- WORK INSTRUCTION -
The requested output is every line from the one with "pinky pip: (1675, 510)" through the last line below, printed exactly.

::: EXTRACTED DATA

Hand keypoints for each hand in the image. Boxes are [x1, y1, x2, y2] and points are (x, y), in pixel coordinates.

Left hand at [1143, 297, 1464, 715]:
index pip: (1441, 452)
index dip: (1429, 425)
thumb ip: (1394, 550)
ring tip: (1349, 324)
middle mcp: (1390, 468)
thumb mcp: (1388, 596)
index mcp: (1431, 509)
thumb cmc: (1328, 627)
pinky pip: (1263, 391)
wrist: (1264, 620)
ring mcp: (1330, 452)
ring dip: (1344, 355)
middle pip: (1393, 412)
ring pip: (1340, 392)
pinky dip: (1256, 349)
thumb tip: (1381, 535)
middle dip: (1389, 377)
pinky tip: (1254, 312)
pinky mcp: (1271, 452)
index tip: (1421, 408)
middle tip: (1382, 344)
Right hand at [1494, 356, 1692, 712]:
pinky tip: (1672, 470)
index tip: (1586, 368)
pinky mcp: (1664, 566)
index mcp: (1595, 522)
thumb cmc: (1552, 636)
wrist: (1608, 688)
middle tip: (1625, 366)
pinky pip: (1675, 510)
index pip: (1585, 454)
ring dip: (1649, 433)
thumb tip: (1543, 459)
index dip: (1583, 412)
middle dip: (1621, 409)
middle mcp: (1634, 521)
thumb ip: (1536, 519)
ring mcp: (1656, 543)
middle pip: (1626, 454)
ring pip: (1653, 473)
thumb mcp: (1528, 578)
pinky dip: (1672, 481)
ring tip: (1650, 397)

::::::

- WRITTEN SOLUTION -
pinky pip: (1675, 510)
index pip: (1585, 454)
ring dip: (1649, 433)
thumb tip: (1543, 459)
index dip: (1583, 412)
middle dip: (1621, 409)
middle mcp: (1634, 521)
thumb ip: (1536, 519)
ring mcp: (1656, 543)
middle pip: (1626, 454)
ring pip: (1653, 473)
thumb mcp: (1528, 578)
pinky dip: (1672, 481)
ring tip: (1650, 397)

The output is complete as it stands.